Erryn waved an arm at nothing in particular and then sagged in his chair, defeated. “I don’t know. I suppose I did.”
He had not, actually. But he had expected … something. Something that would leap off the page, that would have immediate, recogniz
able implications. Something that mattered.
“This is useless,” he went on, laying the paper aside. “Those men don’t have a thing in common, except for being males and living in the States.”
“They have one thing,” Matt said quietly. “They sell stuff.”
“Why, thanks, mate. I hadn’t noticed.”
“Don’t be an ass, Erryn. Think about it.”
“Sorry,” Erryn said. “I didn’t mean to jump on you. But what’s to think about? Millions of people sell stuff.”

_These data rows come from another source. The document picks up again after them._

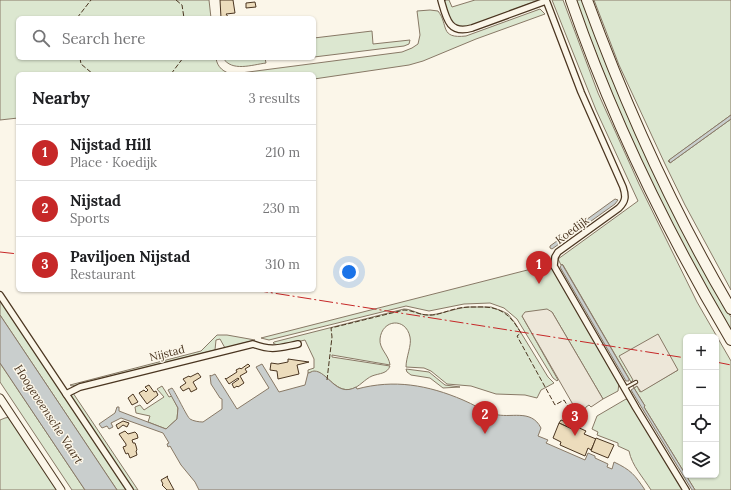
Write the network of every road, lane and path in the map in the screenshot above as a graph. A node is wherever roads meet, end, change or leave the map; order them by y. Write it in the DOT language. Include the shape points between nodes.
graph roads {
  1 [pos="441,0"];
  2 [pos="571,0"];
  3 [pos="587,0"];
  4 [pos="546,1"];
  5 [pos="0,295"];
  6 [pos="731,309"];
  7 [pos="731,340"];
  8 [pos="298,344"];
  9 [pos="636,382"];
  10 [pos="625,389"];
  11 [pos="66,394"];
  12 [pos="0,398"];
  13 [pos="62,490"];
  14 [pos="130,490"];
  15 [pos="686,490"];
  1 -- 4 [label="street, Koedijk" via="449,22 461,31"];
  2 -- 7 [label="highway" via="590,53 644,179 676,243"];
  3 -- 6 [label="highway" via="617,79 652,158 695,245"];
  4 -- 10 [label="street, Koedijk" via="581,92 624,187 625,196 625,201 619,208 558,252 554,266"];
  5 -- 11 [label="street"];
  8 -- 11 [label="street, Nijstad" via="267,349 253,344 80,387"];
  9 -- 10 [label="lane"];
  10 -- 15 [label="street, Koedijk"];
  11 -- 14 [label="street"];
  12 -- 13 [label="street"];
}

“No, think about it. Two stores and an auction mart. What better place could you want to hide something, or to stash it away until it’s needed? Merchandise comes and goes, people come and go, nobody pays attention.”
“So they’re just another set of middlemen?”
“That would be my guess.”
“Well then, like I said, it’s useless. We’ve added a link, that’s all. The chain still doesn’t lead anywhere. We don’t know what Janes is planning. We don’t know what he’s delivering, or when, or what it’s going to be used for. We don’t know anything that matters.” He linked his hands and stared at them. “Worst of it is, Matt, I think we’re running out of time.”
“Has he said anything?”
“No. But he’s been … different … the last while. Edgy. Ever since the night that message came. If I had to wager, Matt, I’d say his shipment is coming soon.”
“Well then, I think it’s time for you and I to have a talk with the old man.” He made as if to go, and turned back with a small, tired smile. “We’ll get one thing out of this, mate. We’ll get Captain William Ross on a ship back to England.”
Colonel Hawkins stepped into the warehouse out of midnight fog, quiet as a ghost despite his solid two hundred pounds. He nodded to Matt Calverley, taking off the shabby slouch hat that hid most of his face, and turned to Erryn.